中文摘要：

参照GenBank中牛整合素α4基因序列,合成了牛整合素α4亚基753bp（192～944nt）的cDNA片段,克隆至原核表达载体pET-28a（＋）中,转化入BL21,IPTG诱导表达。表达产物经Western blot鉴定,结果表明成功表达了相对分子质量约为30 000的α4蛋白。超声破碎细菌后,目的蛋白主要以包涵体形式存在。蛋白纯化后进一步复性,免疫大鼠获得多抗,间接ELISA检测多克隆抗体效价为1∶32 000。

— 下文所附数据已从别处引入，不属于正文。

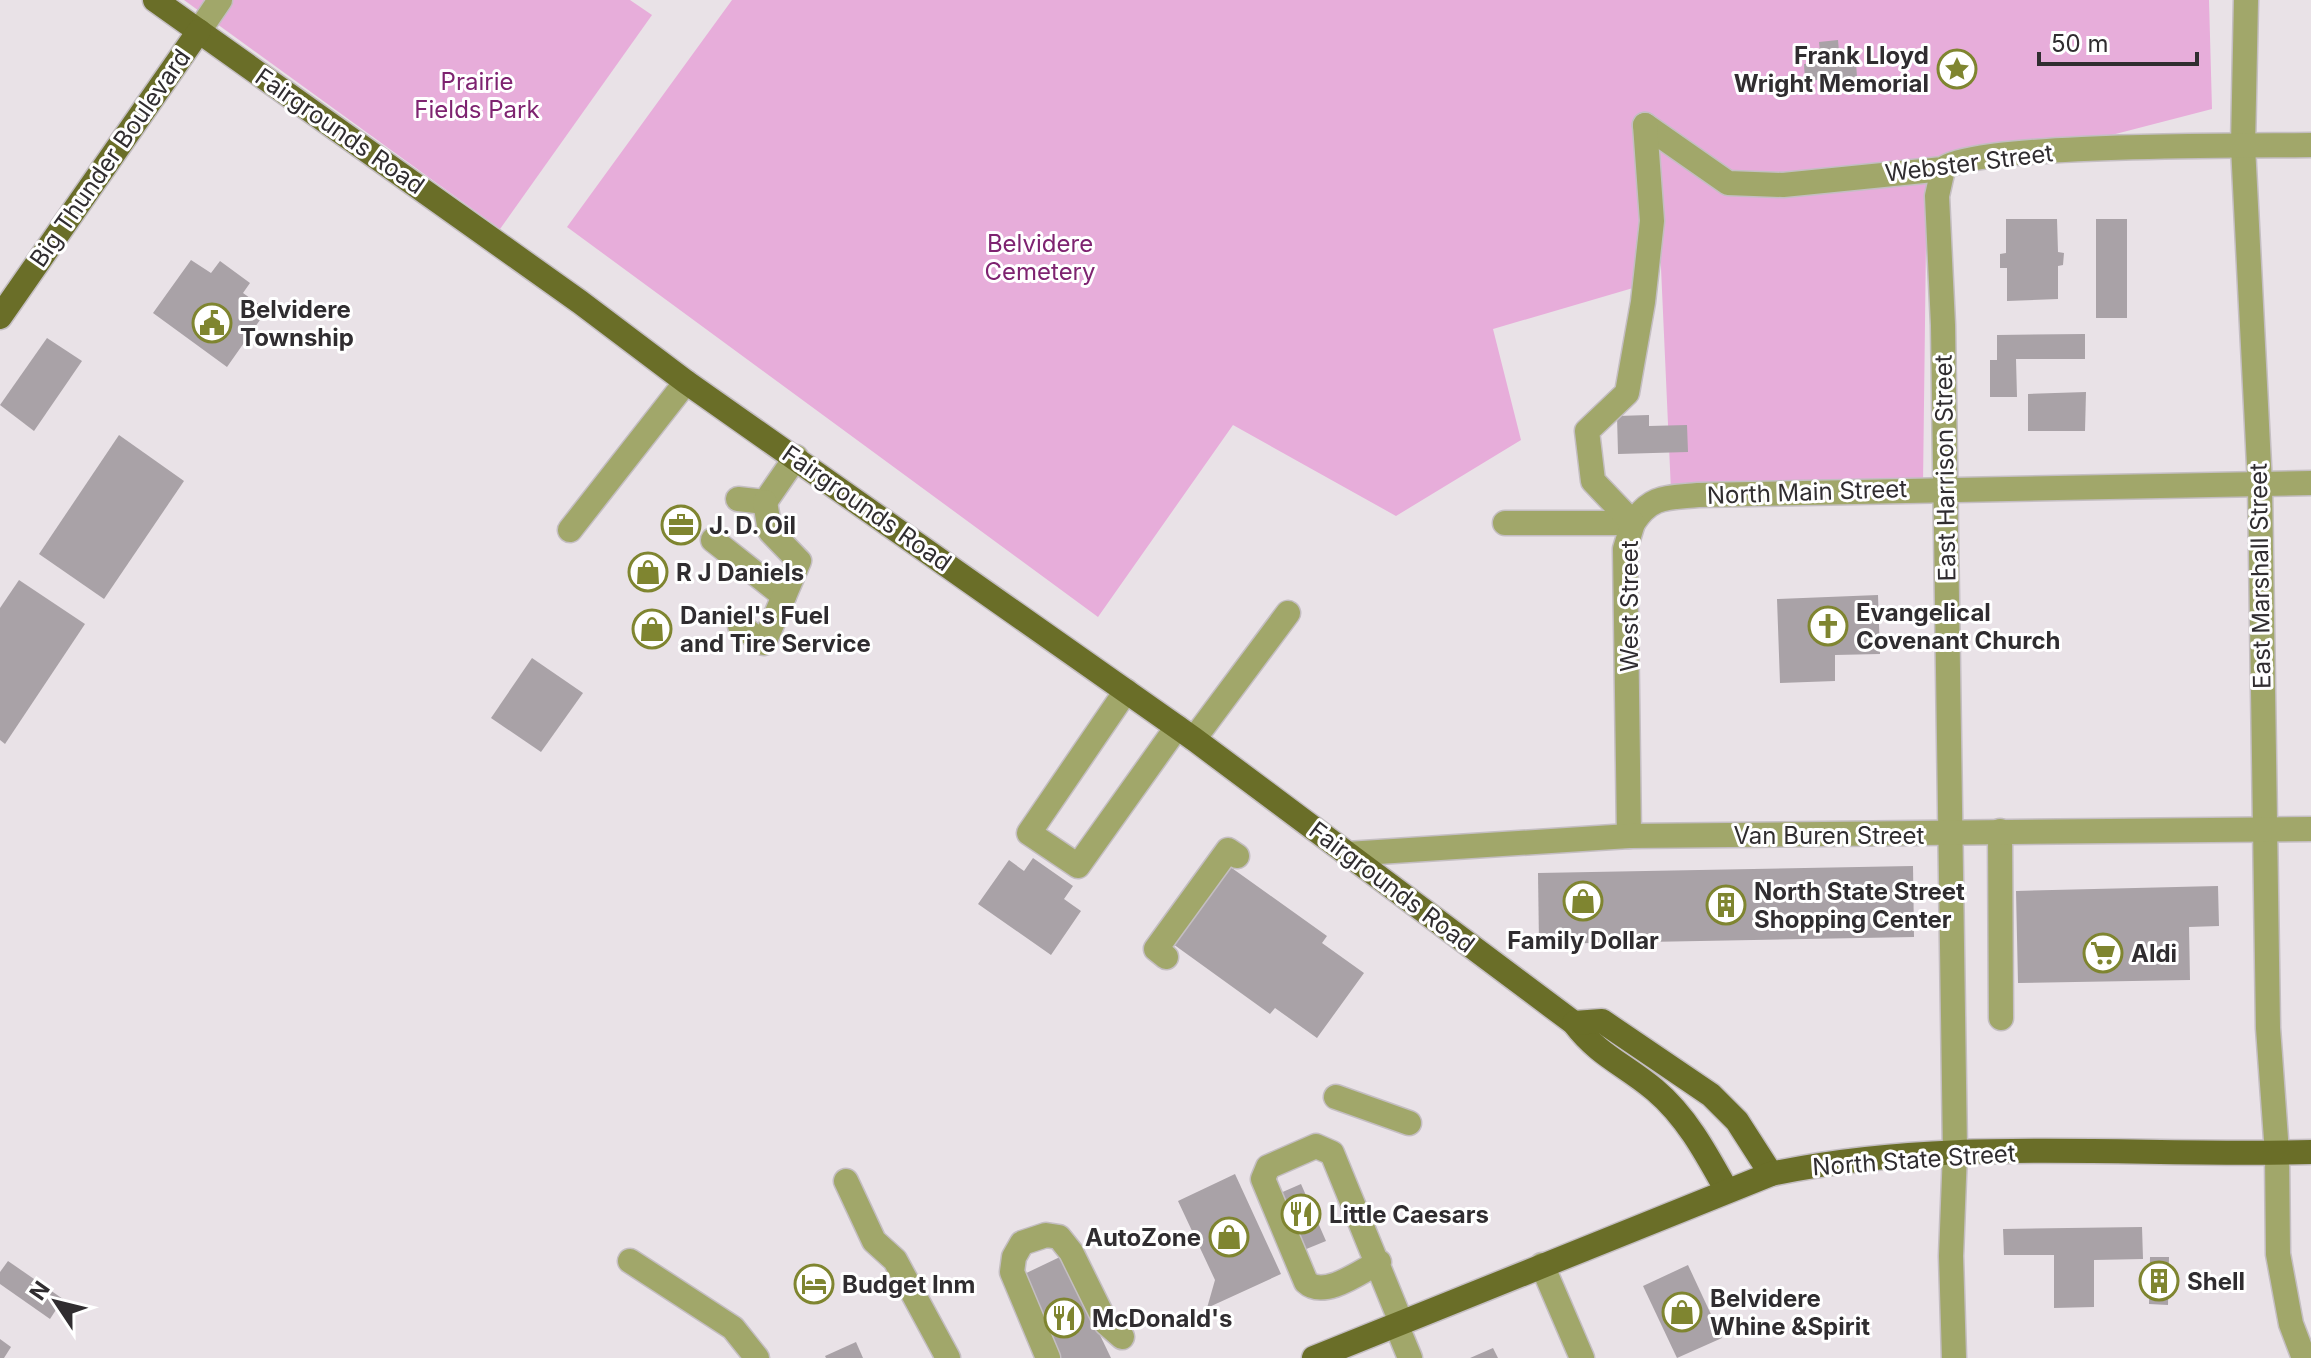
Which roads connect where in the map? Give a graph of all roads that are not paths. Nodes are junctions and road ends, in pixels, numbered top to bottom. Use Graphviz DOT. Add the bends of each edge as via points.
graph roads {
  1 [pos="155,0"];
  2 [pos="220,0"];
  3 [pos="2246,0"];
  4 [pos="199,31"];
  5 [pos="1645,125"];
  6 [pos="2311,145"];
  7 [pos="2243,146"];
  8 [pos="1943,169"];
  9 [pos="0,317"];
  10 [pos="686,382"];
  11 [pos="796,457"];
  12 [pos="2311,483"];
  13 [pos="2260,485"];
  14 [pos="1945,487"];
  15 [pos="738,499"];
  16 [pos="765,502"];
  17 [pos="1505,523"];
  18 [pos="1633,523"];
  19 [pos="570,530"];
  20 [pos="713,540"];
  21 [pos="784,596"];
  22 [pos="1288,613"];
  23 [pos="740,626"];
  24 [pos="1126,691"];
  25 [pos="1186,733"];
  26 [pos="2311,829"];
  27 [pos="2263,830"];
  28 [pos="2000,831"];
  29 [pos="1948,833"];
  30 [pos="1629,836"];
  31 [pos="1347,854"];
  32 [pos="1237,856"];
  33 [pos="1166,957"];
  34 [pos="2001,1018"];
  35 [pos="1574,1023"];
  36 [pos="1336,1097"];
  37 [pos="1409,1123"];
  38 [pos="1955,1152"];
  39 [pos="2311,1152"];
  40 [pos="2277,1153"];
  41 [pos="1771,1174"];
  42 [pos="846,1181"];
  43 [pos="1727,1191"];
  44 [pos="630,1261"];
  45 [pos="1379,1262"];
  46 [pos="1542,1265"];
  47 [pos="1398,1323"];
  48 [pos="1122,1337"];
  49 [pos="1325,1356"];
  50 [pos="757,1358"];
  51 [pos="948,1358"];
  52 [pos="1048,1358"];
  53 [pos="1410,1358"];
  54 [pos="1582,1358"];
  55 [pos="1954,1358"];
  56 [pos="2304,1358"];
  1 -- 4 [label="main road, Fairgrounds Road"];
  2 -- 4 [label="street, Big Thunder Boulevard"];
  3 -- 7 [label="street, East Marshall Street"];
  4 -- 9 [label="main road, Big Thunder Boulevard"];
  4 -- 10 [label="main road, Fairgrounds Road"];
  5 -- 8 [label="street, Webster Street" via="1728,183 1783,185"];
  5 -- 18 [label="street, West Street" via="1652,221 1627,393 1587,431 1593,481"];
  6 -- 7 [label="street, Webster Street"];
  7 -- 8 [label="street, Webster Street" via="2022,152 1963,159"];
  7 -- 13 [label="street, East Marshall Street"];
  8 -- 14 [label="street, East Harrison Street" via="1937,196"];
  10 -- 11 [label="main road, Fairgrounds Road"];
  10 -- 19 [label="street"];
  11 -- 16 [label="street"];
  11 -- 24 [label="main road, Fairgrounds Road"];
  12 -- 13 [label="street, North Main Street"];
  13 -- 14 [label="street, North Main Street"];
  13 -- 27 [label="street, East Marshall Street"];
  14 -- 18 [label="street, North Main Street" via="1659,499 1644,505"];
  14 -- 29 [label="street, East Harrison Street"];
  15 -- 16 [label="street"];
  16 -- 21 [label="street" via="770,531 799,561"];
  17 -- 18 [label="street"];
  18 -- 30 [label="street, West Street" via="1625,549"];
  20 -- 21 [label="street"];
  21 -- 23 [label="street" via="764,643"];
  22 -- 25 [label="street"];
  24 -- 25 [label="main road, Fairgrounds Road"];
  24 -- 25 [label="street" via="1029,833 1078,866"];
  25 -- 31 [label="main road, Fairgrounds Road"];
  26 -- 27 [label="street, Van Buren Street"];
  27 -- 28 [label="street, Van Buren Street"];
  27 -- 40 [label="street, East Marshall Street"];
  28 -- 29 [label="street, Van Buren Street"];
  28 -- 34 [label="street"];
  29 -- 30 [label="street, Van Buren Street"];
  29 -- 38 [label="street, East Harrison Street"];
  30 -- 31 [label="street, Van Buren Street"];
  31 -- 35 [label="main road, Fairgrounds Road"];
  32 -- 33 [label="street" via="1228,850 1156,949"];
  35 -- 41 [label="main road, Fairgrounds Road" via="1602,1021 1711,1095 1737,1121"];
  35 -- 43 [label="main road, Fairgrounds Road" via="1592,1047 1677,1112"];
  36 -- 37 [label="street"];
  38 -- 40 [label="main road, North State Street"];
  38 -- 41 [label="main road, North State Street" via="1837,1161"];
  38 -- 55 [label="street, East Harrison Street"];
  39 -- 40 [label="main road, North State Street"];
  40 -- 56 [label="street, East Marshall Street" via="2278,1254 2291,1324"];
  41 -- 43 [label="main road, North State Street"];
  42 -- 51 [label="street" via="874,1241 895,1260"];
  43 -- 46 [label="main road, North State Street"];
  44 -- 50 [label="street" via="733,1328"];
  45 -- 45 [label="street" via="1332,1153 1309,1148 1268,1167 1263,1179 1311,1287 1324,1289"];
  45 -- 47 [label="street"];
  46 -- 47 [label="main road, North State Street"];
  46 -- 54 [label="street"];
  47 -- 49 [label="main road, North State Street"];
  47 -- 53 [label="street"];
  48 -- 52 [label="street" via="1106,1323 1071,1252 1059,1237 1046,1235 1022,1243 1012,1272"];
}
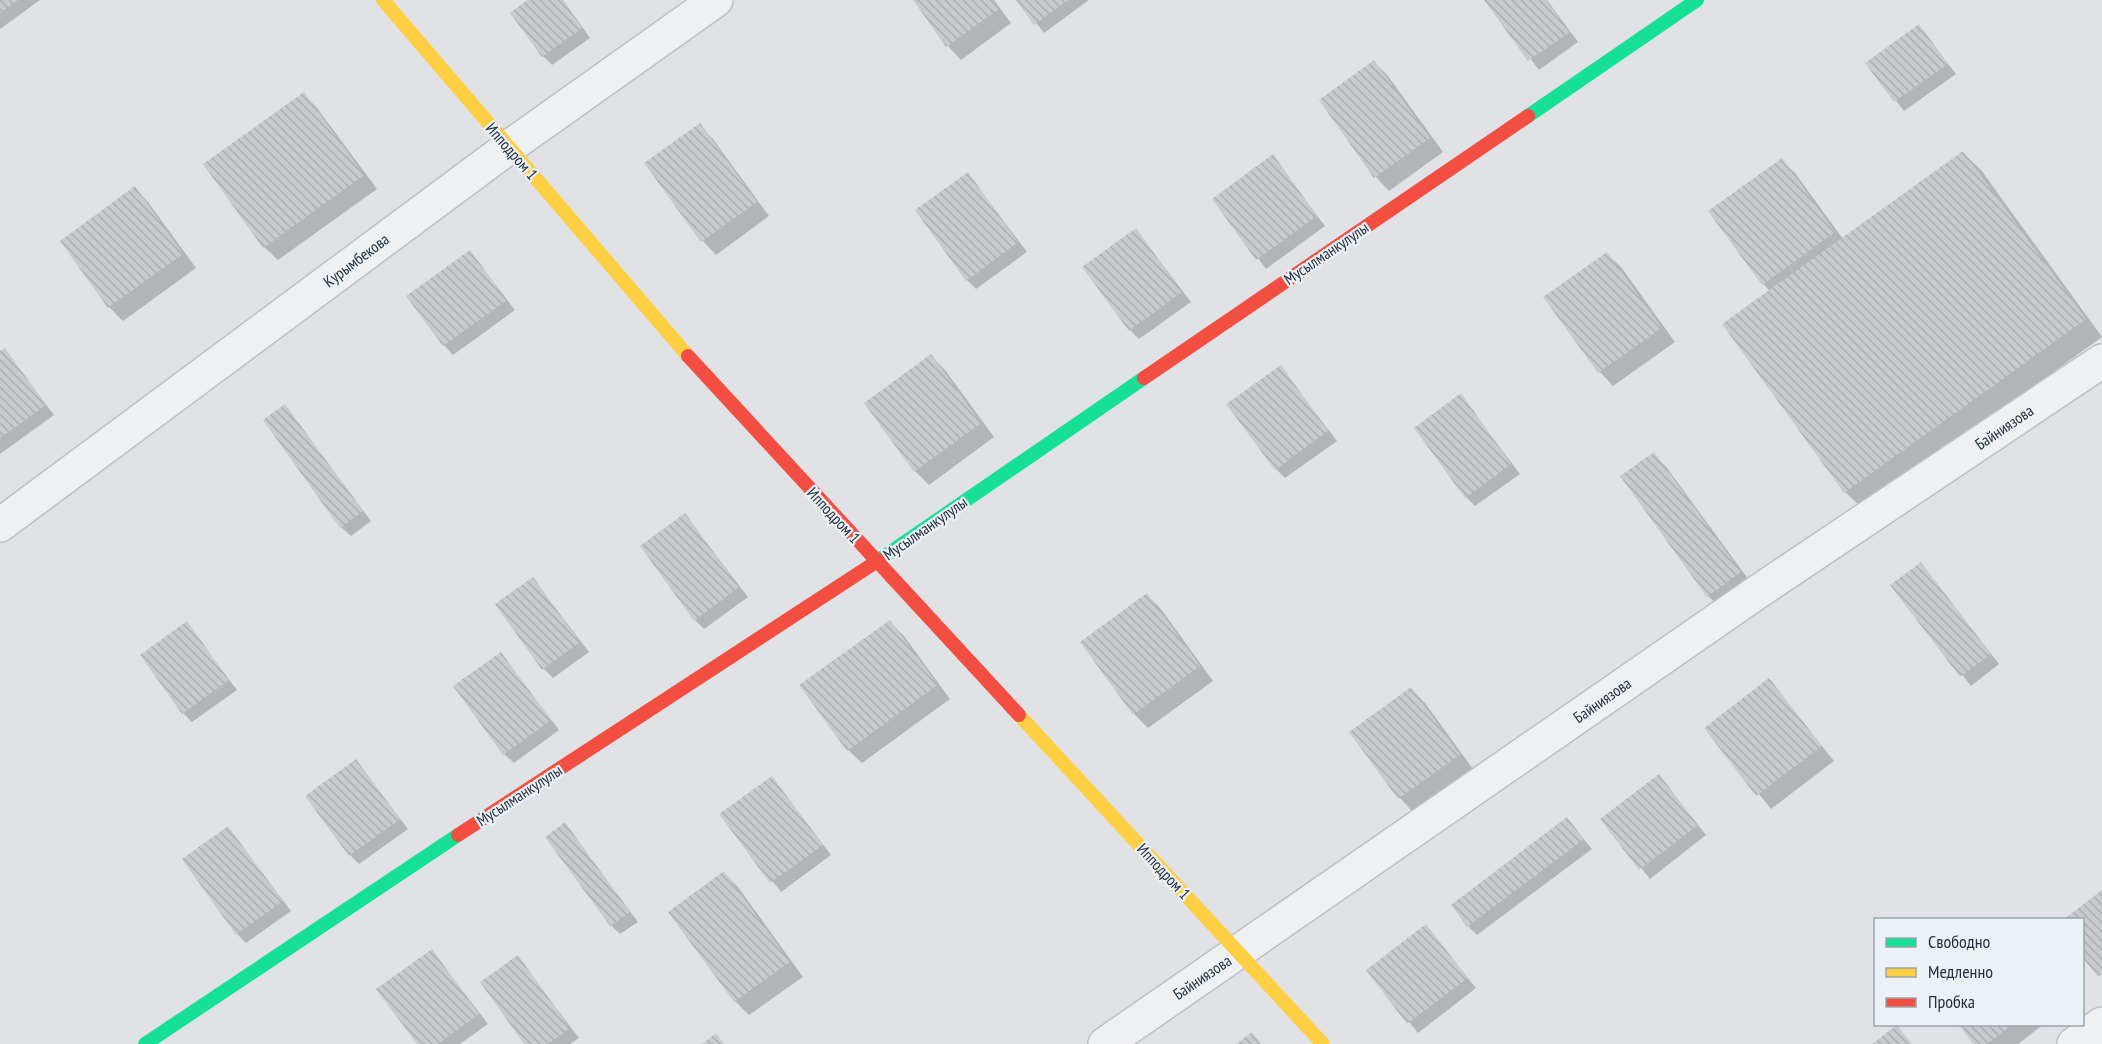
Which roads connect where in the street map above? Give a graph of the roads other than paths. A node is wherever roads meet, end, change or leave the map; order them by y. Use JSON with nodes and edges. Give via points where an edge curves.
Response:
{"nodes":[{"id":1,"x":383,"y":0,"type":"edge"},
{"id":2,"x":716,"y":0,"type":"edge"},
{"id":3,"x":1697,"y":0,"type":"edge"},
{"id":4,"x":509,"y":147,"type":"junction"},
{"id":5,"x":2102,"y":361,"type":"edge"},
{"id":6,"x":0,"y":525,"type":"edge"},
{"id":7,"x":877,"y":561,"type":"junction"},
{"id":8,"x":1239,"y":952,"type":"junction"},
{"id":9,"x":2102,"y":1024,"type":"edge"},
{"id":10,"x":146,"y":1044,"type":"edge"},
{"id":11,"x":1105,"y":1044,"type":"edge"},
{"id":12,"x":1323,"y":1044,"type":"edge"},
{"id":13,"x":2074,"y":1044,"type":"edge"}],
"edges":[{"from":1,"to":4,"type":"street","name":"Ипподром 1"},
{"from":2,"to":4,"type":"street","name":"Курымбекова"},
{"from":3,"to":7,"type":"street","name":"Мусылманкулулы"},
{"from":4,"to":6,"type":"street","name":"Курымбекова"},
{"from":4,"to":7,"type":"street","name":"Ипподром 1","via":[[700,370]]},
{"from":5,"to":8,"type":"street","name":"Байниязова","via":[[1759,591]]},
{"from":7,"to":8,"type":"street","name":"Ипподром 1"},
{"from":7,"to":10,"type":"street","name":"Мусылманкулулы","via":[[279,952]]},
{"from":8,"to":11,"type":"street","name":"Байниязова"},
{"from":8,"to":12,"type":"street","name":"Ипподром 1"},
{"from":9,"to":13,"type":"street"}]}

这为进一步研究牛整合素α4β7的功能奠定了基础。

英文摘要：

According to the bovine integrin α4 nucleotide sequence reported in the GenBank,the fragment of α4 subunit was synthetized,which was 753 bp.It was cloned into pET-28a（＋） to construct the recombinant plasmid,then transform into BL21.After being induced by IPTG,the fragment of α4 was expressed in BL21.The expression product was identified by Western blot.Results showed that the fragment of α4 with relative molecular mass of 30 000 was expressed successfully.The expression product was mainly in the form of inclusion body.After purification,the target protein was renaturated for immuning rat.The polyclonal antibody titer of rat anti-α4 was 1：32 000 by indirect ELISA.The results of this study lay a foundation for further study on the function of bovine integrin α4β7.